[[ Supplied information open ]]

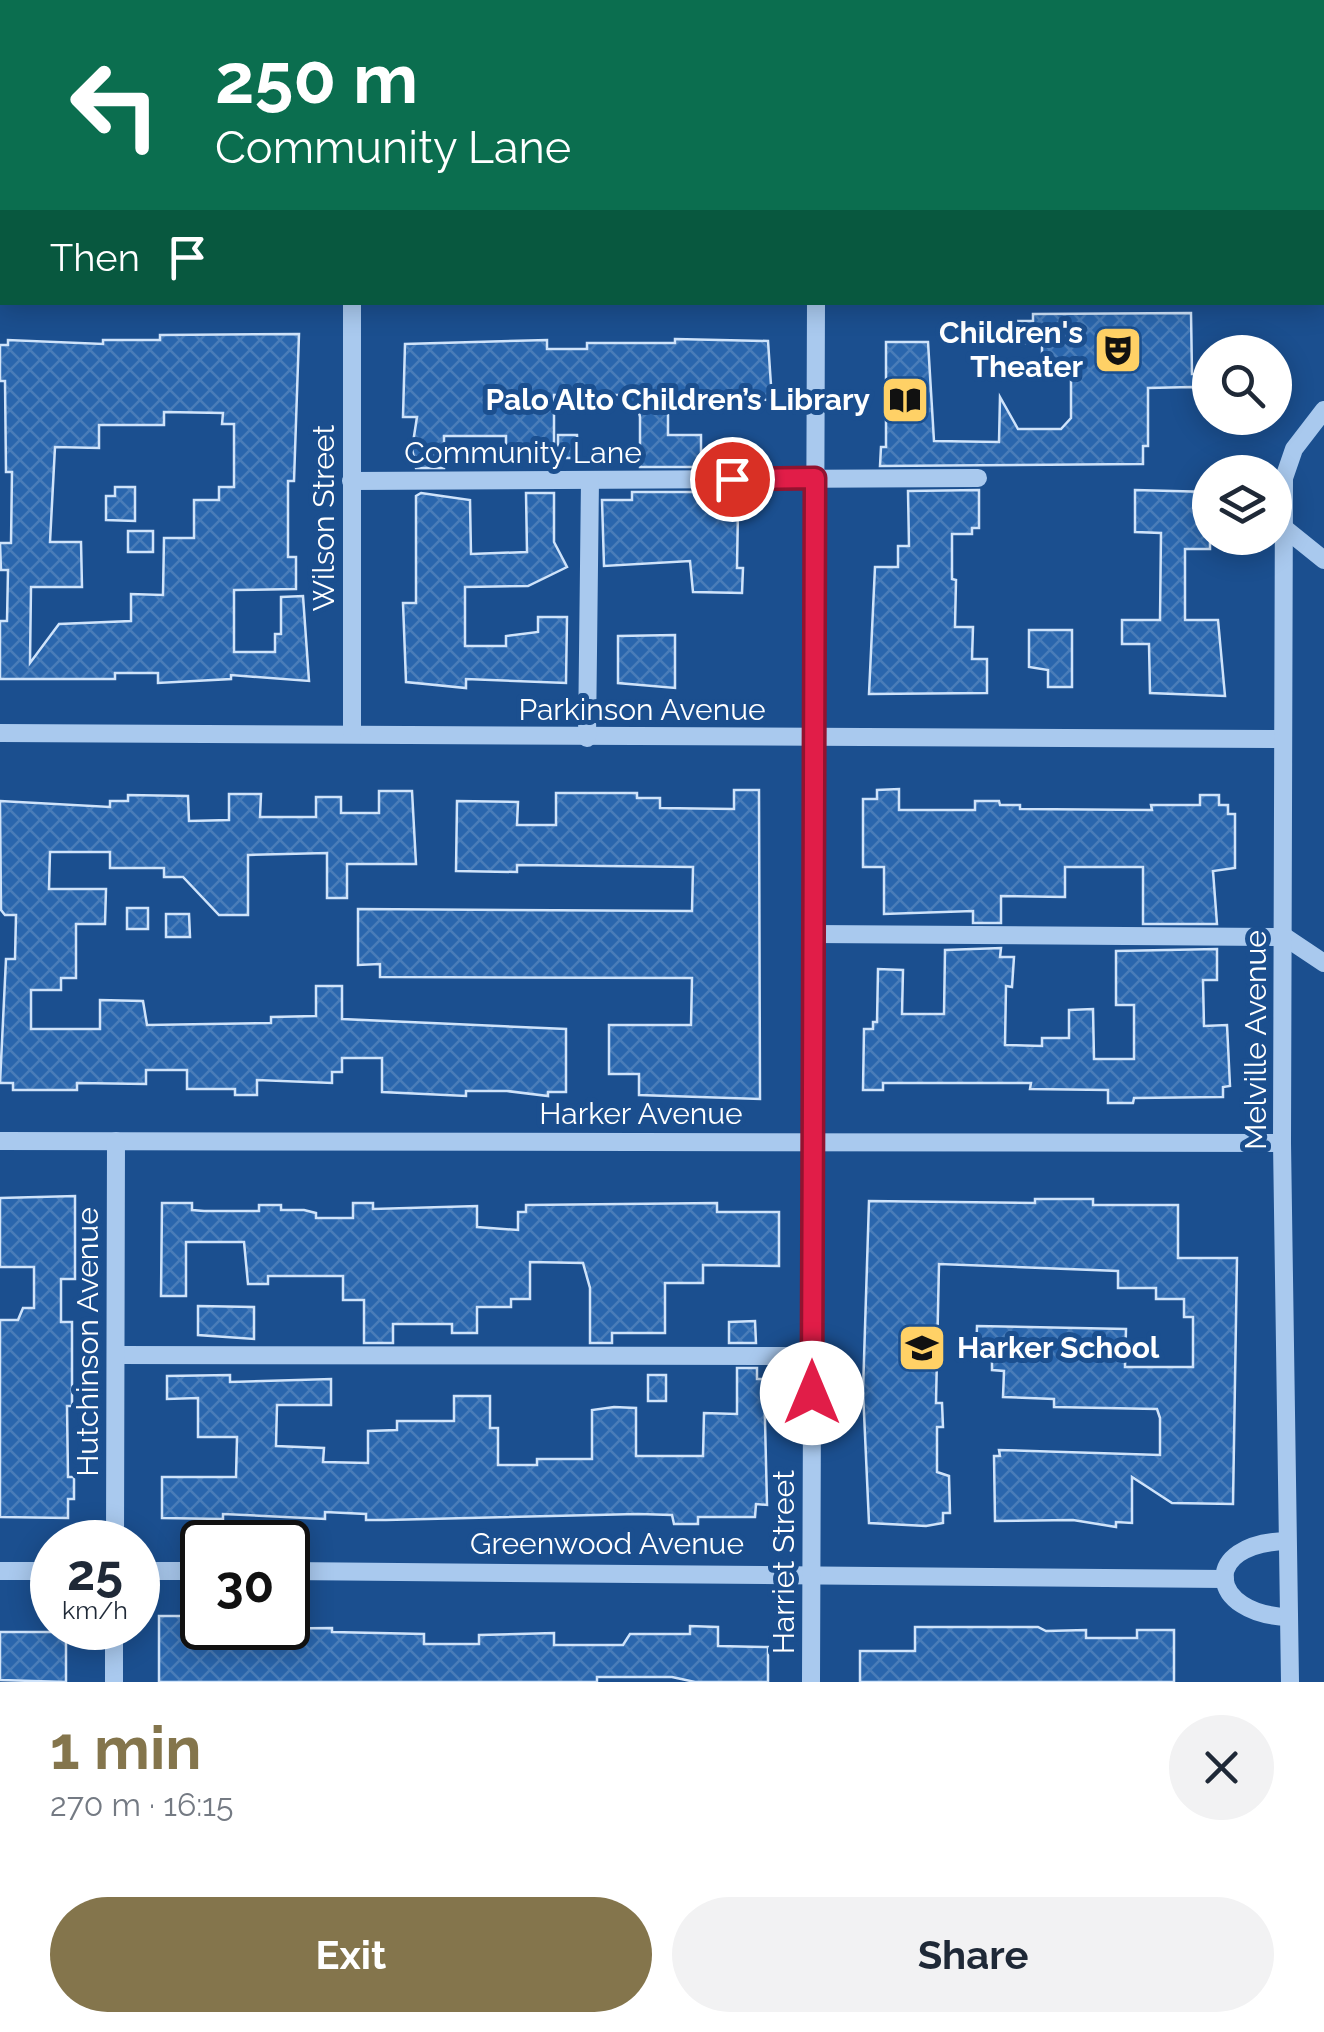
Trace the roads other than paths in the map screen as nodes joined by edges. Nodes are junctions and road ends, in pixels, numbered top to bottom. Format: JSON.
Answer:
{"nodes":[{"id":1,"x":352,"y":305,"type":"edge"},
{"id":2,"x":816,"y":305,"type":"edge"},
{"id":3,"x":1324,"y":410,"type":"edge"},
{"id":4,"x":1292,"y":455,"type":"edge"},
{"id":5,"x":815,"y":478,"type":"junction"},
{"id":6,"x":978,"y":478,"type":"dead end"},
{"id":7,"x":590,"y":480,"type":"junction"},
{"id":8,"x":351,"y":481,"type":"junction"},
{"id":9,"x":1292,"y":534,"type":"edge"},
{"id":10,"x":1284,"y":555,"type":"edge"},
{"id":11,"x":1324,"y":560,"type":"edge"},
{"id":12,"x":0,"y":733,"type":"edge"},
{"id":13,"x":352,"y":734,"type":"junction"},
{"id":14,"x":588,"y":738,"type":"junction"},
{"id":15,"x":814,"y":738,"type":"junction"},
{"id":16,"x":1283,"y":739,"type":"junction"},
{"id":17,"x":813,"y":934,"type":"junction"},
{"id":18,"x":1285,"y":937,"type":"junction"},
{"id":19,"x":1324,"y":963,"type":"edge"},
{"id":20,"x":0,"y":1141,"type":"edge"},
{"id":21,"x":116,"y":1141,"type":"junction"},
{"id":22,"x":813,"y":1142,"type":"junction"},
{"id":23,"x":1282,"y":1143,"type":"junction"},
{"id":24,"x":116,"y":1355,"type":"junction"},
{"id":25,"x":812,"y":1356,"type":"junction"},
{"id":26,"x":115,"y":1520,"type":"edge"},
{"id":27,"x":1287,"y":1541,"type":"junction"},
{"id":28,"x":0,"y":1571,"type":"edge"},
{"id":29,"x":30,"y":1571,"type":"edge"},
{"id":30,"x":310,"y":1571,"type":"edge"},
{"id":31,"x":811,"y":1572,"type":"junction"},
{"id":32,"x":1226,"y":1579,"type":"junction"},
{"id":33,"x":1288,"y":1617,"type":"junction"},
{"id":34,"x":114,"y":1650,"type":"edge"},
{"id":35,"x":114,"y":1682,"type":"edge"},
{"id":36,"x":811,"y":1682,"type":"edge"},
{"id":37,"x":1290,"y":1682,"type":"edge"}],
"edges":[{"from":1,"to":8,"type":"street","name":"Wilson Street"},
{"from":2,"to":5,"type":"street","name":"Harriet Street"},
{"from":3,"to":4,"type":"street","name":"Melville Avenue"},
{"from":5,"to":6,"type":"street","name":"Community Lane"},
{"from":5,"to":7,"type":"street","name":"Community Lane"},
{"from":5,"to":15,"type":"street","name":"Harriet Street"},
{"from":7,"to":8,"type":"street","name":"Community Lane"},
{"from":7,"to":14,"type":"street"},
{"from":8,"to":13,"type":"street","name":"Wilson Street"},
{"from":9,"to":11,"type":"street"},
{"from":10,"to":16,"type":"street","name":"Melville Avenue"},
{"from":12,"to":13,"type":"street","name":"Parkinson Avenue"},
{"from":13,"to":14,"type":"street","name":"Parkinson Avenue"},
{"from":14,"to":15,"type":"street","name":"Parkinson Avenue"},
{"from":15,"to":16,"type":"street","name":"Parkinson Avenue"},
{"from":15,"to":17,"type":"street","name":"Harriet Street"},
{"from":16,"to":18,"type":"street","name":"Melville Avenue"},
{"from":17,"to":18,"type":"street"},
{"from":17,"to":22,"type":"street","name":"Harriet Street"},
{"from":18,"to":19,"type":"street"},
{"from":18,"to":23,"type":"street","name":"Melville Avenue"},
{"from":20,"to":21,"type":"street","name":"Harker Avenue"},
{"from":21,"to":22,"type":"street","name":"Harker Avenue"},
{"from":21,"to":24,"type":"street","name":"Hutchinson Avenue"},
{"from":22,"to":23,"type":"street","name":"Harker Avenue"},
{"from":22,"to":25,"type":"street","name":"Harriet Street"},
{"from":23,"to":27,"type":"street","name":"Melville Avenue"},
{"from":24,"to":25,"type":"street"},
{"from":24,"to":26,"type":"street","name":"Hutchinson Avenue"},
{"from":25,"to":31,"type":"street","name":"Harriet Street"},
{"from":27,"to":32,"type":"street"},
{"from":27,"to":33,"type":"street","name":"Melville Avenue"},
{"from":28,"to":29,"type":"street"},
{"from":30,"to":31,"type":"street","name":"Greenwood Avenue"},
{"from":31,"to":32,"type":"street","name":"Greenwood Avenue"},
{"from":31,"to":36,"type":"street","name":"Harriet Street"},
{"from":32,"to":33,"type":"street"},
{"from":33,"to":37,"type":"street","name":"Melville Avenue"},
{"from":34,"to":35,"type":"street"}]}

[[ Supplied information closed ]]

Retype the records in full. Do not carry over the images.

**Result for this task:**
Trace the roads other than paths in the map screen as nodes joined by edges. Nodes are junctions and road ends, in pixels, numbered top to bottom. Format: JSON.
Answer:
{"nodes":[{"id":1,"x":352,"y":305,"type":"edge"},
{"id":2,"x":816,"y":305,"type":"edge"},
{"id":3,"x":1324,"y":410,"type":"edge"},
{"id":4,"x":1292,"y":455,"type":"edge"},
{"id":5,"x":815,"y":478,"type":"junction"},
{"id":6,"x":978,"y":478,"type":"dead end"},
{"id":7,"x":590,"y":480,"type":"junction"},
{"id":8,"x":351,"y":481,"type":"junction"},
{"id":9,"x":1292,"y":534,"type":"edge"},
{"id":10,"x":1284,"y":555,"type":"edge"},
{"id":11,"x":1324,"y":560,"type":"edge"},
{"id":12,"x":0,"y":733,"type":"edge"},
{"id":13,"x":352,"y":734,"type":"junction"},
{"id":14,"x":588,"y":738,"type":"junction"},
{"id":15,"x":814,"y":738,"type":"junction"},
{"id":16,"x":1283,"y":739,"type":"junction"},
{"id":17,"x":813,"y":934,"type":"junction"},
{"id":18,"x":1285,"y":937,"type":"junction"},
{"id":19,"x":1324,"y":963,"type":"edge"},
{"id":20,"x":0,"y":1141,"type":"edge"},
{"id":21,"x":116,"y":1141,"type":"junction"},
{"id":22,"x":813,"y":1142,"type":"junction"},
{"id":23,"x":1282,"y":1143,"type":"junction"},
{"id":24,"x":116,"y":1355,"type":"junction"},
{"id":25,"x":812,"y":1356,"type":"junction"},
{"id":26,"x":115,"y":1520,"type":"edge"},
{"id":27,"x":1287,"y":1541,"type":"junction"},
{"id":28,"x":0,"y":1571,"type":"edge"},
{"id":29,"x":30,"y":1571,"type":"edge"},
{"id":30,"x":310,"y":1571,"type":"edge"},
{"id":31,"x":811,"y":1572,"type":"junction"},
{"id":32,"x":1226,"y":1579,"type":"junction"},
{"id":33,"x":1288,"y":1617,"type":"junction"},
{"id":34,"x":114,"y":1650,"type":"edge"},
{"id":35,"x":114,"y":1682,"type":"edge"},
{"id":36,"x":811,"y":1682,"type":"edge"},
{"id":37,"x":1290,"y":1682,"type":"edge"}],
"edges":[{"from":1,"to":8,"type":"street","name":"Wilson Street"},
{"from":2,"to":5,"type":"street","name":"Harriet Street"},
{"from":3,"to":4,"type":"street","name":"Melville Avenue"},
{"from":5,"to":6,"type":"street","name":"Community Lane"},
{"from":5,"to":7,"type":"street","name":"Community Lane"},
{"from":5,"to":15,"type":"street","name":"Harriet Street"},
{"from":7,"to":8,"type":"street","name":"Community Lane"},
{"from":7,"to":14,"type":"street"},
{"from":8,"to":13,"type":"street","name":"Wilson Street"},
{"from":9,"to":11,"type":"street"},
{"from":10,"to":16,"type":"street","name":"Melville Avenue"},
{"from":12,"to":13,"type":"street","name":"Parkinson Avenue"},
{"from":13,"to":14,"type":"street","name":"Parkinson Avenue"},
{"from":14,"to":15,"type":"street","name":"Parkinson Avenue"},
{"from":15,"to":16,"type":"street","name":"Parkinson Avenue"},
{"from":15,"to":17,"type":"street","name":"Harriet Street"},
{"from":16,"to":18,"type":"street","name":"Melville Avenue"},
{"from":17,"to":18,"type":"street"},
{"from":17,"to":22,"type":"street","name":"Harriet Street"},
{"from":18,"to":19,"type":"street"},
{"from":18,"to":23,"type":"street","name":"Melville Avenue"},
{"from":20,"to":21,"type":"street","name":"Harker Avenue"},
{"from":21,"to":22,"type":"street","name":"Harker Avenue"},
{"from":21,"to":24,"type":"street","name":"Hutchinson Avenue"},
{"from":22,"to":23,"type":"street","name":"Harker Avenue"},
{"from":22,"to":25,"type":"street","name":"Harriet Street"},
{"from":23,"to":27,"type":"street","name":"Melville Avenue"},
{"from":24,"to":25,"type":"street"},
{"from":24,"to":26,"type":"street","name":"Hutchinson Avenue"},
{"from":25,"to":31,"type":"street","name":"Harriet Street"},
{"from":27,"to":32,"type":"street"},
{"from":27,"to":33,"type":"street","name":"Melville Avenue"},
{"from":28,"to":29,"type":"street"},
{"from":30,"to":31,"type":"street","name":"Greenwood Avenue"},
{"from":31,"to":32,"type":"street","name":"Greenwood Avenue"},
{"from":31,"to":36,"type":"street","name":"Harriet Street"},
{"from":32,"to":33,"type":"street"},
{"from":33,"to":37,"type":"street","name":"Melville Avenue"},
{"from":34,"to":35,"type":"street"}]}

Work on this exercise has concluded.